The client queue is also persisted to disk (up to 10,000 events), so events survive an app crash and go out on the next launch. If the player is offline, everything queues and sends when connectivity returns.

Server SDK — shutdown

Server SDKs provide a shutdown() method to call during server stop. It stops accepting new events, flushes the queue, waits up to 10 seconds for in-flight requests, and stops the timer.
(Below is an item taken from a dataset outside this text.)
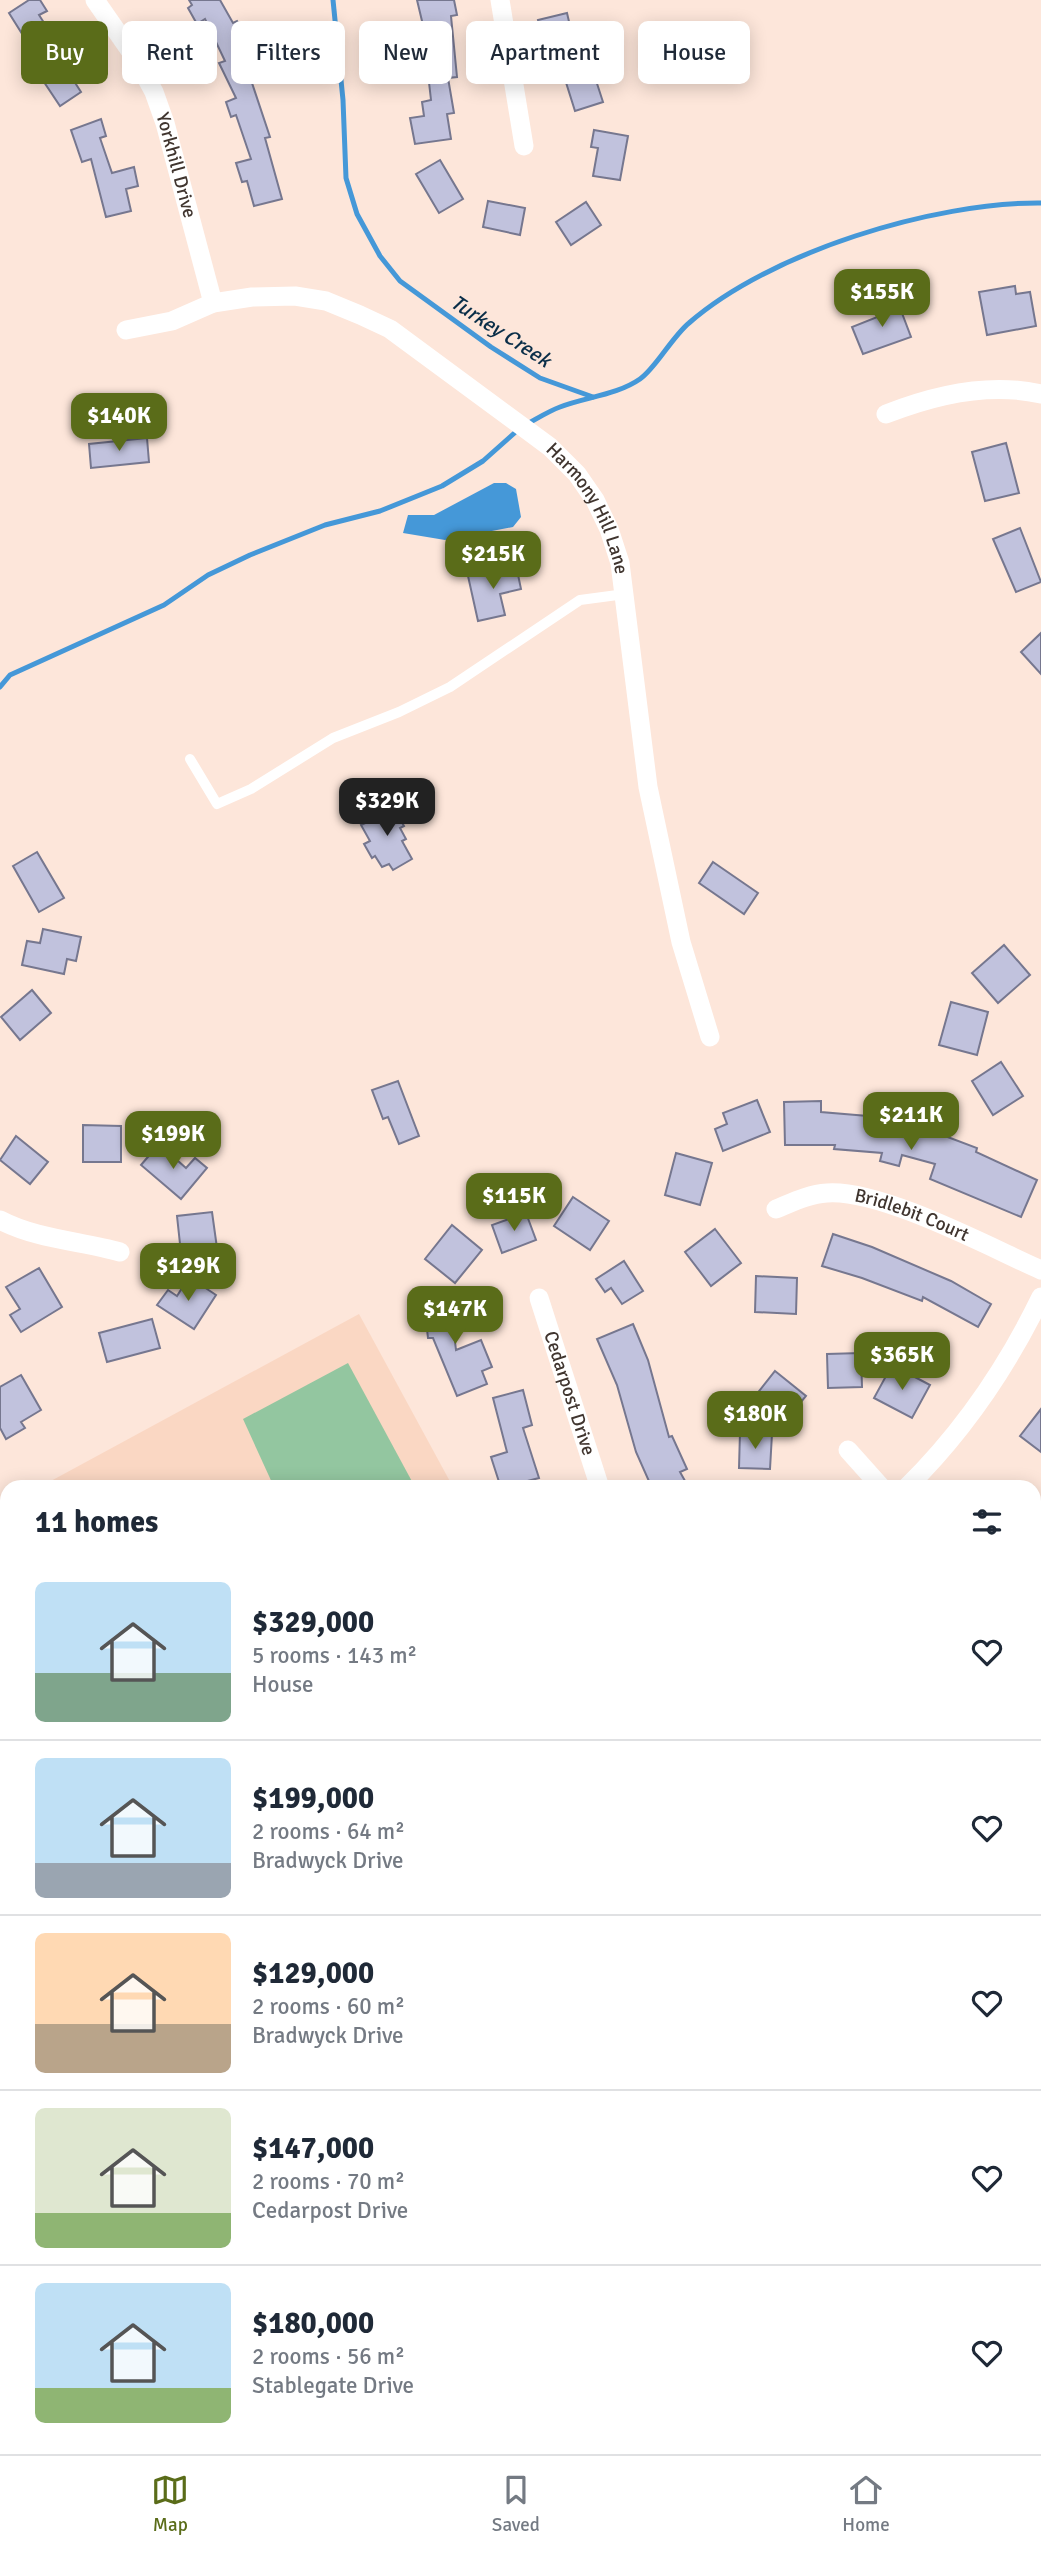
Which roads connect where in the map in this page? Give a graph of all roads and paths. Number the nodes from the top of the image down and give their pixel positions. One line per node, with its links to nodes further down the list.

// Java — in a shutdown hook or Spring @PreDestroy
PlayGenusServer.getInstance().shutdown();
// TypeScript — in a SIGTERM handler or server close callback
await PlayGenus.shutdown();

Skip this and you'll lose whatever was queued in the last few seconds before the process exited — which, given deploys restart servers all the time, adds up to a slow leak of data. Wire it up once and forget about it.

Overriding the defaults

All timing settings are configurable via the optional Config object passed to init() — examples on the Quick start.

SettingClient defaultServer defaultConfig property
Flush interval30s5sFlushIntervalSeconds (C#) / flushIntervalMs (Java, TS)
Max batch size5050MaxBatchSize / maxBatchSize
Debug loggingOffOffDebug / debug

The defaults are sensible for nearly everyone. The one override we see legitimately used: shortening the client flush interval during development so you can watch events arrive while testing.